Suzanne Swift is facing jail time and a dishonorable discharge following her ordeal, which has left her with a case of Post-Traumatic Stress Disorder that civilian doctor shave diagnosed but the Army won't. The twenty-two-year-old was arrested in June for desertion after refusing to return to Iraq for a second tour of duty. She later said she couldn't face the sexual harassment and coercion she'd experienced on her initial tour.
First, it was a platoon sergeant coming on to Swift, then nineteen and a lowly specialist in a military police unit. The sergeant was four ranks above her. She reported him to the equal opportunity officer, but the complaint went nowhere. That was in Kuwait.
In Iraq, things got worse. Her squad leader, another sergeant, started behaving toward her in a proprietary way, warning her away from the company of other soldiers.
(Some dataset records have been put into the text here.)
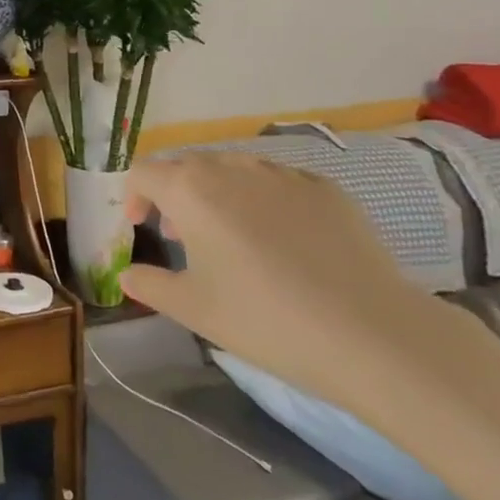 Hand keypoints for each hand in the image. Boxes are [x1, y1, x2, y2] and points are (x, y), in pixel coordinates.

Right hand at [118, 153, 459, 420]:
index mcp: (190, 189)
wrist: (372, 334)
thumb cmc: (264, 319)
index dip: (133, 197)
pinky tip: (285, 243)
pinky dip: (265, 202)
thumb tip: (127, 274)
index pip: (143, 173)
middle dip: (175, 195)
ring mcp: (283, 174)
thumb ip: (148, 285)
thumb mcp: (192, 309)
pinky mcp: (326, 189)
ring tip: (232, 238)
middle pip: (187, 166)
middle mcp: (231, 168)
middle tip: (183, 237)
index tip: (141, 229)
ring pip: (234, 170)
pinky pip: (279, 183)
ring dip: (219, 194) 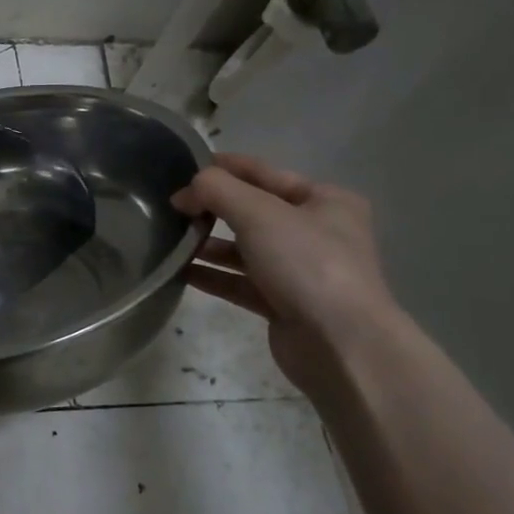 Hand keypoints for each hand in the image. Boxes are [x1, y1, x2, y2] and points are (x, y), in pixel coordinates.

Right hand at [171, 154, 397, 394]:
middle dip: (213, 208)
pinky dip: (213, 275)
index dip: (224, 168)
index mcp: (325, 201)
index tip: (182, 169)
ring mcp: (301, 271)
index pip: (265, 173)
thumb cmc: (307, 264)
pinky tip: (180, 271)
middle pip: (253, 211)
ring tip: (172, 240)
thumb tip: (184, 193)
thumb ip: (216, 190)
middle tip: (172, 208)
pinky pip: (241, 282)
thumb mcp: (259, 213)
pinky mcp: (284, 305)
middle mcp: (317, 232)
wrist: (341, 345)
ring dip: (209, 243)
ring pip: (245, 249)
One night, he hit on her. She didn't like him, but she didn't think she had much of a choice.
"[He] literally singled me out to be the person that he was going to have sex with during the deployment," Swift told Amy Goodman of Democracy Now! "And, you know, I did. I was nineteen. I fell for it, and for months I was like his little sex slave, I guess. It was disgusting and it was horrible, and I didn't know what to do."
The term for this all-too-common phenomenon is command rape, because the victim agrees to sexual relations out of fear of retribution by a superior officer. After Swift broke it off, the squad leader punished her with write-ups, humiliations, and special workouts for minor infractions. He was finally rotated out, to Swift's relief.
Once stateside, there was a final episode. A sergeant told Swift she was to report for duty "on [his] bed, naked." This time, when Swift notified her superiors, the man was reprimanded and reassigned.
But it is Swift who is awaiting court-martial in early January for going AWOL last year.
Her mother, Sara Rich, angry and worried about her daughter's declining mental health, told The Progressive: "They allowed her to be sexually used and abused. They're just going to throw her away."